**HOW TO COMPLETE THIS TASK**
Without the pictures, write out all the lines below exactly as they appear.

[Stored items]
------------

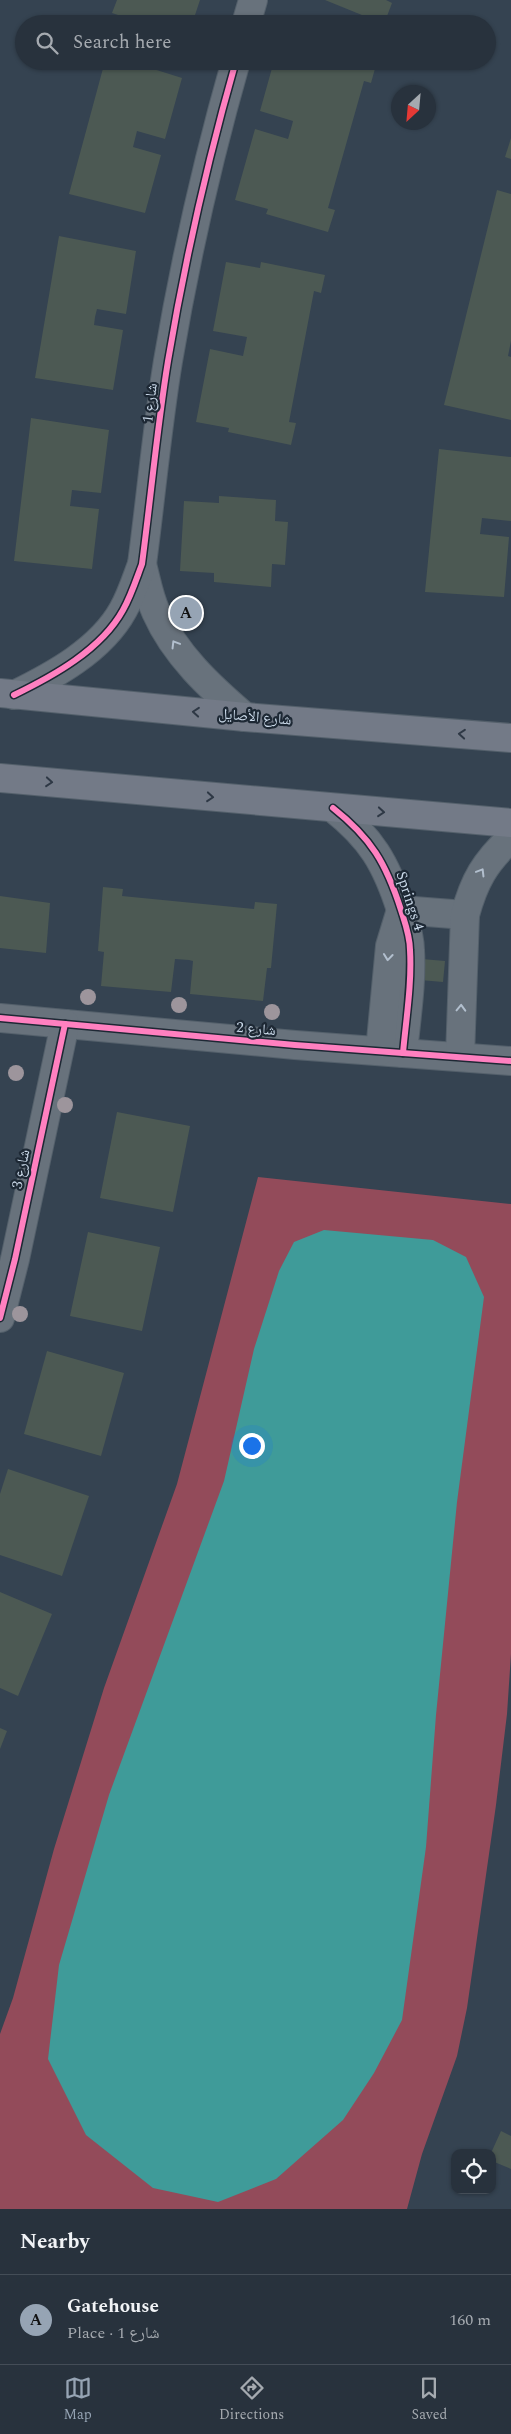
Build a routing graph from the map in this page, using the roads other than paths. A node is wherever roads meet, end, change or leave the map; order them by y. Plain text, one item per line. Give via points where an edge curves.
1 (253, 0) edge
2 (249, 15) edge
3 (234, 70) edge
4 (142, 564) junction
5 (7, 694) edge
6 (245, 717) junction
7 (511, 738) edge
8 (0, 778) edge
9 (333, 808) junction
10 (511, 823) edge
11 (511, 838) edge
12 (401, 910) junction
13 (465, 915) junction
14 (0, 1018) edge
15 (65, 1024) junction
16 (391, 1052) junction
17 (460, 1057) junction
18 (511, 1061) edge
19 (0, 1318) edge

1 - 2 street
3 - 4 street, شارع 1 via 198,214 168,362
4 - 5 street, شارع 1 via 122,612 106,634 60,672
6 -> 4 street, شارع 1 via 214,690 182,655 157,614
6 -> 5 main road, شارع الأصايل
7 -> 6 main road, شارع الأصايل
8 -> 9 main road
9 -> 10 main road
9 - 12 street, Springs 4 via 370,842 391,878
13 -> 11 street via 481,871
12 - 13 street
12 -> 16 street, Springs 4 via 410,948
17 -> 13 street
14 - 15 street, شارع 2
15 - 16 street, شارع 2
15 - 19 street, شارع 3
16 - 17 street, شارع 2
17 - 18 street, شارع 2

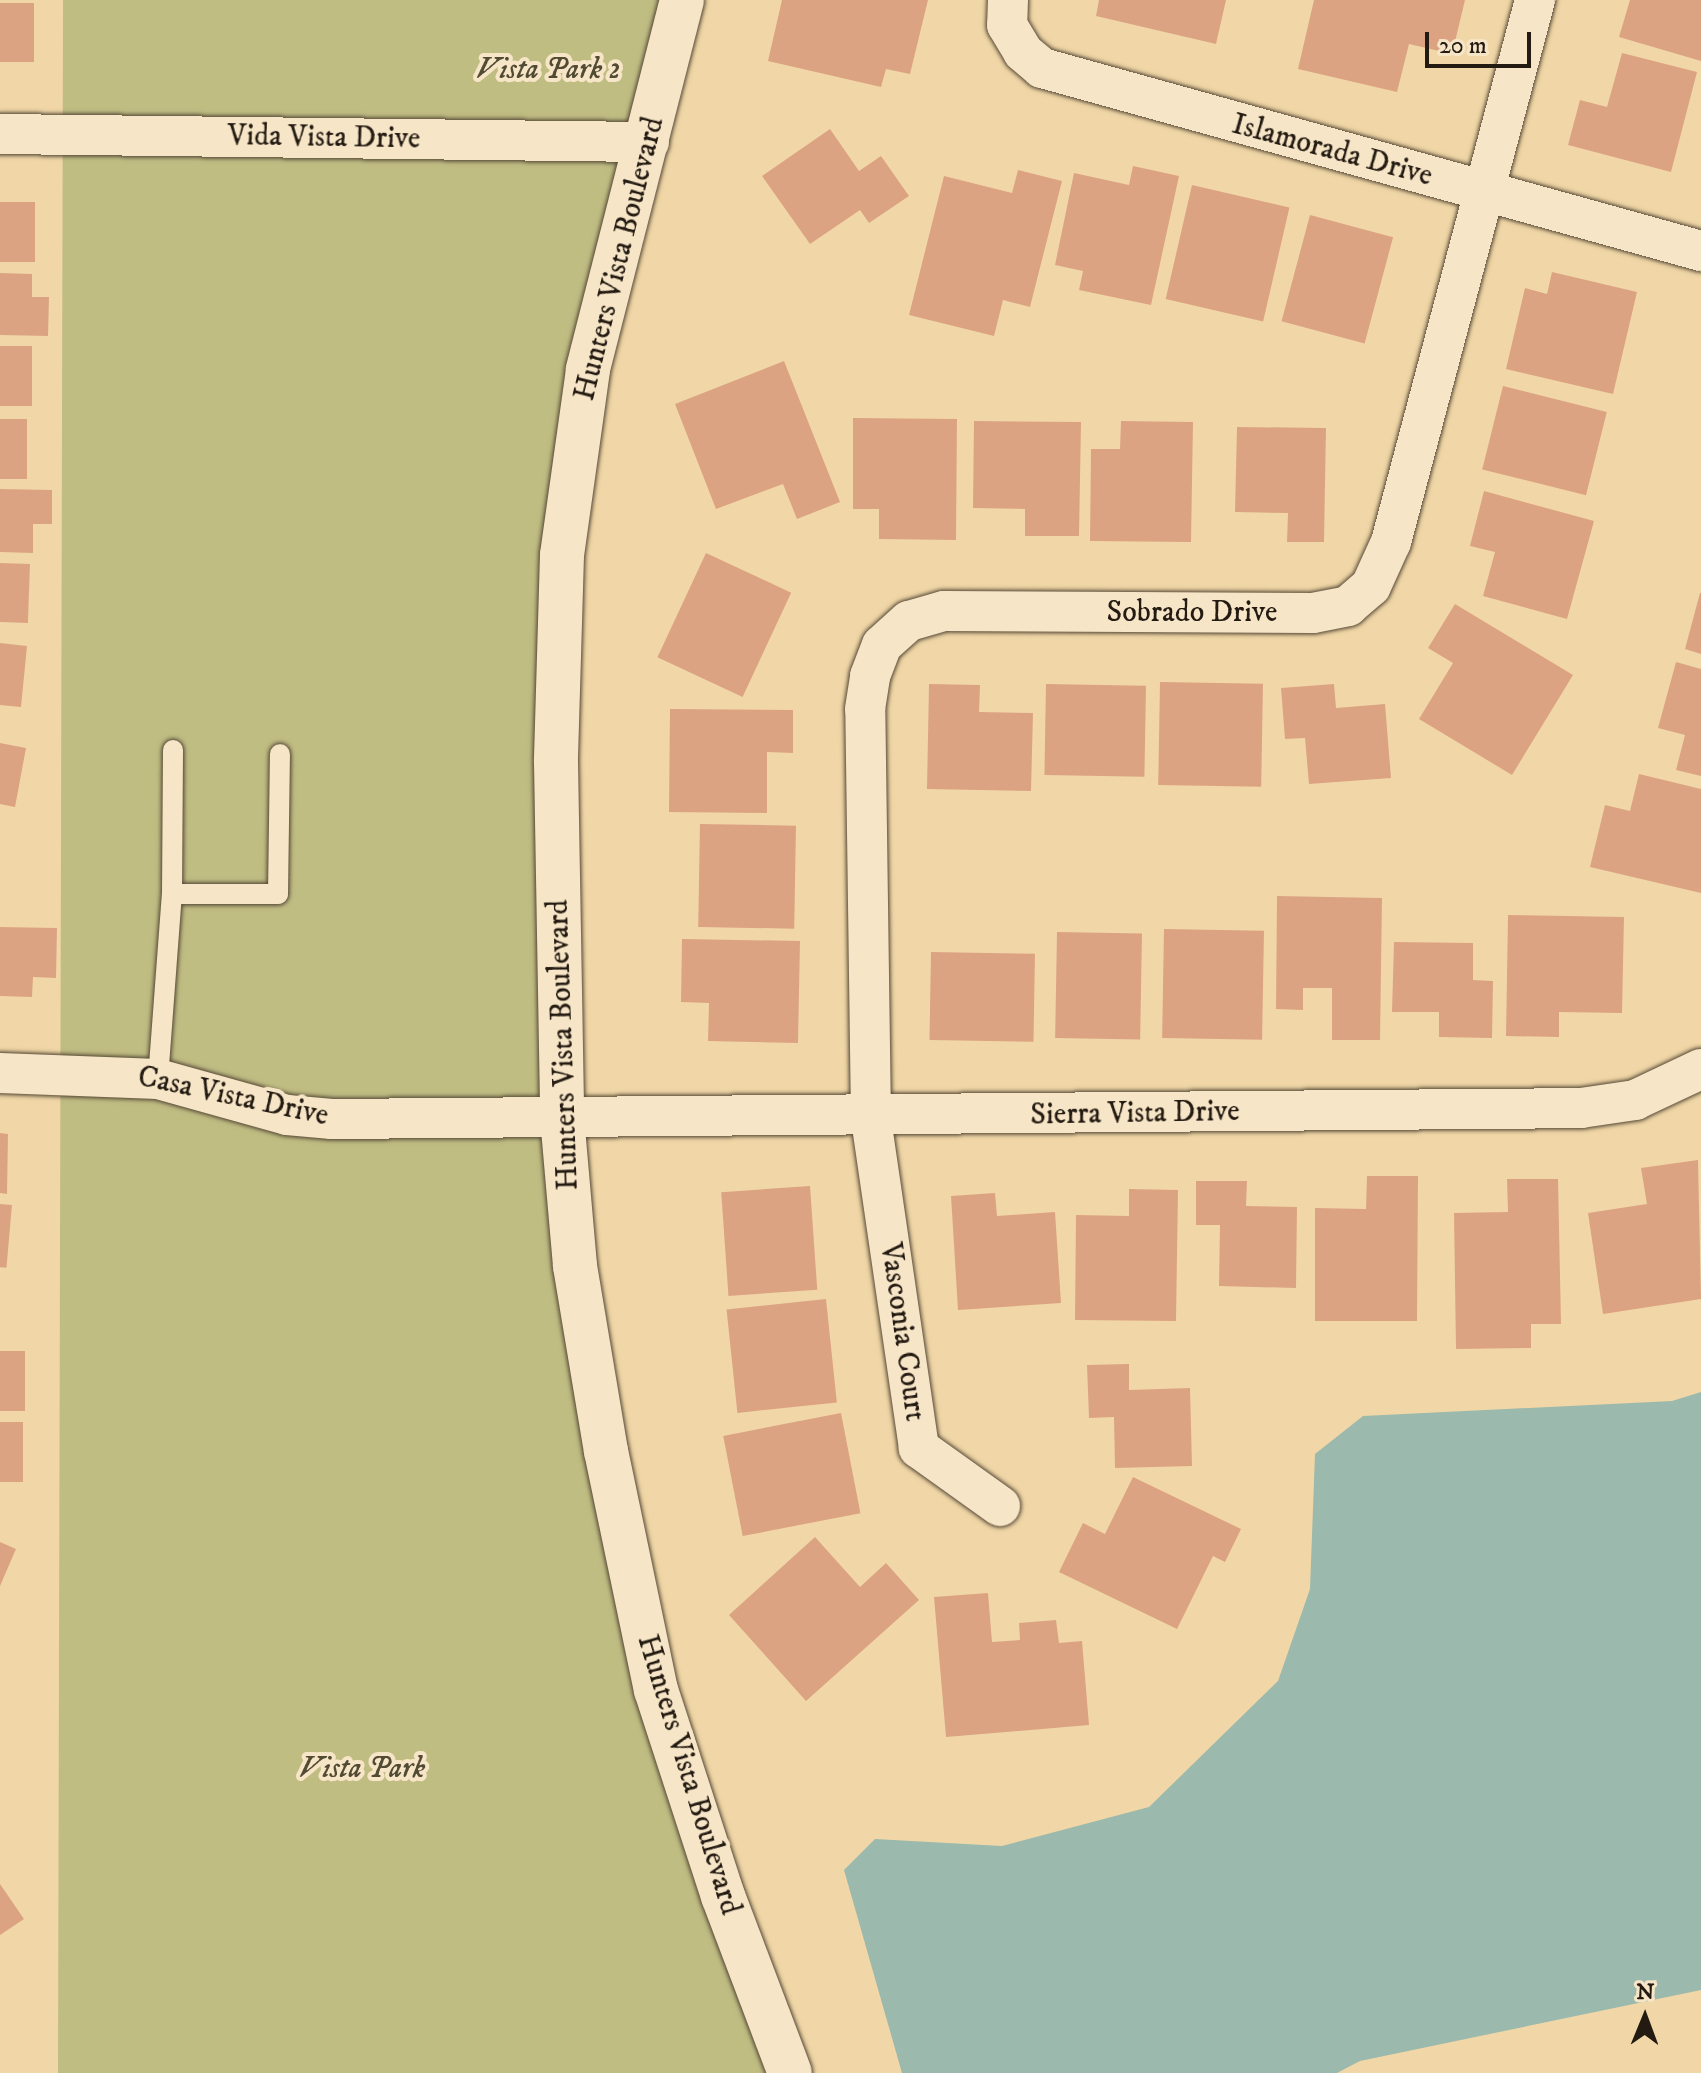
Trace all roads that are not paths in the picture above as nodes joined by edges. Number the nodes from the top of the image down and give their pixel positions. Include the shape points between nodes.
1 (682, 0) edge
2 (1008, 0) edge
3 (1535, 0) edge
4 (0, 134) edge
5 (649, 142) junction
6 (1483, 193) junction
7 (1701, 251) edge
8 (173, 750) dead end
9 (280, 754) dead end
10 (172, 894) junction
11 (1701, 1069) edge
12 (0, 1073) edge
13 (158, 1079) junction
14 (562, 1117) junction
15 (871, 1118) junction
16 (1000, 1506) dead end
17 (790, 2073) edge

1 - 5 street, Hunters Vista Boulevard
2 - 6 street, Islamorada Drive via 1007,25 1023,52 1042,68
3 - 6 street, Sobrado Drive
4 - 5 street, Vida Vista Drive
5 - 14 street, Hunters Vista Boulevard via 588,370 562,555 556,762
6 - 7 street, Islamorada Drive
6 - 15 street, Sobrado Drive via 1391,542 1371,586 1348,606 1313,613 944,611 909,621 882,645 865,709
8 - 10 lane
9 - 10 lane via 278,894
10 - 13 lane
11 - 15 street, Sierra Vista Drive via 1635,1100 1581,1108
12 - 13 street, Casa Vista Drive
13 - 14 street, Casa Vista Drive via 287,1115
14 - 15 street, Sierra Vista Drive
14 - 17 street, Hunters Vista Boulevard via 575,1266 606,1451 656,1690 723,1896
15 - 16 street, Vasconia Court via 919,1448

------------

**REPLY**
Build a routing graph from the map in this page, using the roads other than paths. A node is wherever roads meet, end, change or leave the map; order them by y. Plain text, one item per line. Give via points where an edge curves.
1 (253, 0) edge
2 (249, 15) edge
3 (234, 70) edge
4 (142, 564) junction
5 (7, 694) edge
6 (245, 717) junction
7 (511, 738) edge
8 (0, 778) edge
9 (333, 808) junction
10 (511, 823) edge
11 (511, 838) edge
12 (401, 910) junction
13 (465, 915) junction
14 (0, 1018) edge
15 (65, 1024) junction
16 (391, 1052) junction
17 (460, 1057) junction
18 (511, 1061) edge
19 (0, 1318) edge

1 - 2 street
3 - 4 street, شارع 1 via 198,214 168,362
4 - 5 street, شارع 1 via 122,612 106,634 60,672
6 -> 4 street, شارع 1 via 214,690 182,655 157,614
6 -> 5 main road, شارع الأصايل
7 -> 6 main road, شارع الأصايل
8 -> 9 main road
9 -> 10 main road
9 - 12 street, Springs 4 via 370,842 391,878
13 -> 11 street via 481,871
12 - 13 street
12 -> 16 street, Springs 4 via 410,948
17 -> 13 street
14 - 15 street, شارع 2
15 - 16 street, شارع 2
15 - 19 street, شارع 3
16 - 17 street, شارع 2
17 - 18 street, شارع 2

Trace all roads that are not paths in the picture above as nodes joined by edges. Number the nodes from the top of the image down and give their pixel positions. Include the shape points between nodes.
1 (682, 0) edge
2 (1008, 0) edge
3 (1535, 0) edge
4 (0, 134) edge
5 (649, 142) junction
6 (1483, 193) junction
7 (1701, 251) edge
8 (173, 750) dead end
9 (280, 754) dead end
10 (172, 894) junction
11 (1701, 1069) edge
12 (0, 1073) edge
13 (158, 1079) junction
14 (562, 1117) junction
15 (871, 1118) junction
16 (1000, 1506) dead end
17 (790, 2073) edge

1 - 5 street, Hunters Vista Boulevard
2 - 6 street, Islamorada Drive via 1007,25 1023,52 1042,68
3 - 6 street, Sobrado Drive
4 - 5 street, Vida Vista Drive
5 - 14 street, Hunters Vista Boulevard via 588,370 562,555 556,762
6 - 7 street, Islamorada Drive
6 - 15 street, Sobrado Drive via 1391,542 1371,586 1348,606 1313,613 944,611 909,621 882,645 865,709
8 - 10 lane
9 - 10 lane via 278,894
10 - 13 lane
11 - 15 street, Sierra Vista Drive via 1635,1100 1581,1108
12 - 13 street, Casa Vista Drive
13 - 14 street, Casa Vista Drive via 287,1115
14 - 15 street, Sierra Vista Drive
14 - 17 street, Hunters Vista Boulevard via 575,1266 606,1451 656,1690 723,1896
15 - 16 street, Vasconia Court via 919,1448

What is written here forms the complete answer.